The addition of 3,000 soldiers and airmen makes 4,600 guardsmen pressed into service. It is the largest call-up in Kentucky history, which Beshear called an appropriate response to a storm that cut power to more than 600,000 people, the state’s largest outage on record. Many people in rural areas cannot get out of their driveways due to debris and have no phone service, the governor said.
“With the length of this disaster and what we’re expecting to be a multi-day process here, we’re concerned about the lives and the safety of our people in their own homes and we need the manpower in some of the rural areas to go door-to-door and do a door-to-door canvass ... and make sure they’re OK,” Beshear said
Staff Sergeant Erick Duncan said he and his colleagues have been putting in long shifts to open tree-littered roads. Duncan, who manned a chain saw, said he expects the assignment to last quite a while.
“It’s a mess and we’re just in the city limits,” he said. “We’re not even out in the county yet.
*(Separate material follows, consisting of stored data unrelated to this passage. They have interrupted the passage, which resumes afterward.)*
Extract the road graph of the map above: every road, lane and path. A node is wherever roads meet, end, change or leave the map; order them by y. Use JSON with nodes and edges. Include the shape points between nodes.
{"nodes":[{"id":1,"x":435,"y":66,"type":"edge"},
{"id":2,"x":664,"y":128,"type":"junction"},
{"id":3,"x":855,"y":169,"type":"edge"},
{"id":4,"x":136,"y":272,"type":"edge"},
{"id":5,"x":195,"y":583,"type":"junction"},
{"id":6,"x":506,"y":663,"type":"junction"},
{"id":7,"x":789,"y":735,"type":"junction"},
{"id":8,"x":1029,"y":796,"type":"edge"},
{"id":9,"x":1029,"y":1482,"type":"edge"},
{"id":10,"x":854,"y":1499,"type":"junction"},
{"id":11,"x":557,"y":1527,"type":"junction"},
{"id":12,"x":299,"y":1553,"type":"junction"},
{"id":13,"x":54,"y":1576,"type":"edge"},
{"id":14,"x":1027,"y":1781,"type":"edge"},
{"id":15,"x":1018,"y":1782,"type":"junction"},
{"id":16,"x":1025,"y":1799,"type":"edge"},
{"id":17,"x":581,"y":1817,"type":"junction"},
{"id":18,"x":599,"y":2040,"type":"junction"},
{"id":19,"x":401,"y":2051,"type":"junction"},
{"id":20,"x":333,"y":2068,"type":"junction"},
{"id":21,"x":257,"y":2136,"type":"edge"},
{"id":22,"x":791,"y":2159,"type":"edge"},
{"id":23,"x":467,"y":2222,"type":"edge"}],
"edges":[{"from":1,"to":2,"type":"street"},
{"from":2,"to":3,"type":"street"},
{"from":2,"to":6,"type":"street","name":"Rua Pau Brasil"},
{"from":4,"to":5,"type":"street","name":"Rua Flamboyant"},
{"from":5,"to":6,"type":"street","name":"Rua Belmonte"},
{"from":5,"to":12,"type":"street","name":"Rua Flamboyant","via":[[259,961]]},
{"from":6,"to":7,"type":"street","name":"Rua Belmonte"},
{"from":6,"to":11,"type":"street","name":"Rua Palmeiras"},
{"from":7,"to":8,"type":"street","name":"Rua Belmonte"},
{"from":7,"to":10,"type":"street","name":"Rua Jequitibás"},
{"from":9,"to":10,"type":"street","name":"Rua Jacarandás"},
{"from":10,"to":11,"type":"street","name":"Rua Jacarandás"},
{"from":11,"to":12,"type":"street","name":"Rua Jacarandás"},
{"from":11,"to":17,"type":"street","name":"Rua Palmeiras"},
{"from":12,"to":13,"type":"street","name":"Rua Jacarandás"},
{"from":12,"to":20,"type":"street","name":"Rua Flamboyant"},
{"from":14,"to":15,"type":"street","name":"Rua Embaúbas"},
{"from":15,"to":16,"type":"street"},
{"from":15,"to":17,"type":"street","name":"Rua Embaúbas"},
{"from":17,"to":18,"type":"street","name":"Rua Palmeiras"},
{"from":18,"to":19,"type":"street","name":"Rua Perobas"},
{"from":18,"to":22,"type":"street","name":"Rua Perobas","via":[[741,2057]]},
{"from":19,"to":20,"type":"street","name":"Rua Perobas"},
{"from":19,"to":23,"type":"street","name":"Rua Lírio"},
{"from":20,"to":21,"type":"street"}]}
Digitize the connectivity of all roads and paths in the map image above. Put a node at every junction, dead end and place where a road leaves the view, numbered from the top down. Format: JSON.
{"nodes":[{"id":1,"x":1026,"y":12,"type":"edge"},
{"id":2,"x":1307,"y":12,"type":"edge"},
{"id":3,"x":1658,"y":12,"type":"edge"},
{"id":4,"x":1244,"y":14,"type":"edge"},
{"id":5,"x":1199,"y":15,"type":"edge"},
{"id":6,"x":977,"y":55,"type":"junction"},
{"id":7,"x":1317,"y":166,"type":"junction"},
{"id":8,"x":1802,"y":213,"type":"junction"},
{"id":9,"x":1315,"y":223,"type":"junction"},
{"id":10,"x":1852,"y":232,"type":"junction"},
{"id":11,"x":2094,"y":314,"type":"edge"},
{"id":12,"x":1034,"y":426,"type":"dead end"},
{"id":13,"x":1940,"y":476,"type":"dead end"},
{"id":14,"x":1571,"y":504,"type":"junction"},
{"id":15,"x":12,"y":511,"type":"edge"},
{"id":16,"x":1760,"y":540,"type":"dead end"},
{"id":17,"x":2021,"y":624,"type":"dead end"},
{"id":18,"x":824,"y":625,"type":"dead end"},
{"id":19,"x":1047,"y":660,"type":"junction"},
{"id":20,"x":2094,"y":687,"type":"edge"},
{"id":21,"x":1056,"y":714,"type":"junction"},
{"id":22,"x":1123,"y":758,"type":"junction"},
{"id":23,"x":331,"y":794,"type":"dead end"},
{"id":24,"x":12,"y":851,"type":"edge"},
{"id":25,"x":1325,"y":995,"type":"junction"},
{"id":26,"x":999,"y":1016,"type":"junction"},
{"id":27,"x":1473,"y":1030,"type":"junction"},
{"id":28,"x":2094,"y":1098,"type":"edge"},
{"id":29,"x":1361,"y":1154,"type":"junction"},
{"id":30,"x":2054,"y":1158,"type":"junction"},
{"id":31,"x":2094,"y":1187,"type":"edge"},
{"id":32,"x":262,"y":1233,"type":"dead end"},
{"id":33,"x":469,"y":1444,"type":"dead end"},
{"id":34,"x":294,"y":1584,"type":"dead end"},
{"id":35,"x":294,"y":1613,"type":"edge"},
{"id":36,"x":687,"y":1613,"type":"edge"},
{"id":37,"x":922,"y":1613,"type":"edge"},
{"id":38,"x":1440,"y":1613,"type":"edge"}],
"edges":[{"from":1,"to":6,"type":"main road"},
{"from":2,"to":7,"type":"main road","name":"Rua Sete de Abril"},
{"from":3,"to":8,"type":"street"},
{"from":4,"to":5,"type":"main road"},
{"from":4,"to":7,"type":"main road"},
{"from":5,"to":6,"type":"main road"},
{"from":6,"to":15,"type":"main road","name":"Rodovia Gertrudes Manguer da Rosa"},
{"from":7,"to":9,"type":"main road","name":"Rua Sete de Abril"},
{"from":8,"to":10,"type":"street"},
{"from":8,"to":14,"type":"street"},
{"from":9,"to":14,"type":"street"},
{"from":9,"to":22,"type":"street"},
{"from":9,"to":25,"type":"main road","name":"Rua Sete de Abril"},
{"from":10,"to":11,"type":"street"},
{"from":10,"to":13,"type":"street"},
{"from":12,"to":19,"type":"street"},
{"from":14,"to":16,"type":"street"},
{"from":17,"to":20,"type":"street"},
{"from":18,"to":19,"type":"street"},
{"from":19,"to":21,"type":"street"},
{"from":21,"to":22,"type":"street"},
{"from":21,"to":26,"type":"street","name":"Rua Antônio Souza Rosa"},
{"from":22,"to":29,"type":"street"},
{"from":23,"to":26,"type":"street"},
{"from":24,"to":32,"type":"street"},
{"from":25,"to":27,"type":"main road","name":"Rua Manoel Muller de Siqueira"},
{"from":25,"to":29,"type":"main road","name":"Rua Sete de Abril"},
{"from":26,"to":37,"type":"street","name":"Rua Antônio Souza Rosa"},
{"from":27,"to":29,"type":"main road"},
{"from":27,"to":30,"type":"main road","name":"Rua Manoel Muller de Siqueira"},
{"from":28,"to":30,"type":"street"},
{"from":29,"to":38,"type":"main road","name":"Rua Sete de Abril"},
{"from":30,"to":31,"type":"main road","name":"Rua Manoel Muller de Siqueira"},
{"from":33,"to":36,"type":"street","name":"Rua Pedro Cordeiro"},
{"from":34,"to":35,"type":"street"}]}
And there’s plenty of cities and counties to go to.”
Thousands of people were staying in motels and shelters, asked to leave their homes by authorities who said emergency teams in some areas were too strapped to reach everyone in need of food, water and warmth.
The outages disabled water systems, and authorities warned it could be days or weeks before power was restored in the most remote spots.
That uncertainty had many appealing for help and officials urging those in dark homes to leave, if they could — many were stuck in place by blocked roads and other obstacles.
From Missouri to Ohio, thousands were waiting in shelters for the power to return.
As far away as Oklahoma, around 10,000 customers still had no electricity.
Fuel shortages, a problem since the storm, spilled into the weekend, with radio stations that normally broadcast music telling people where they could get gas and oil businesses ranking customers according to how urgently they needed it.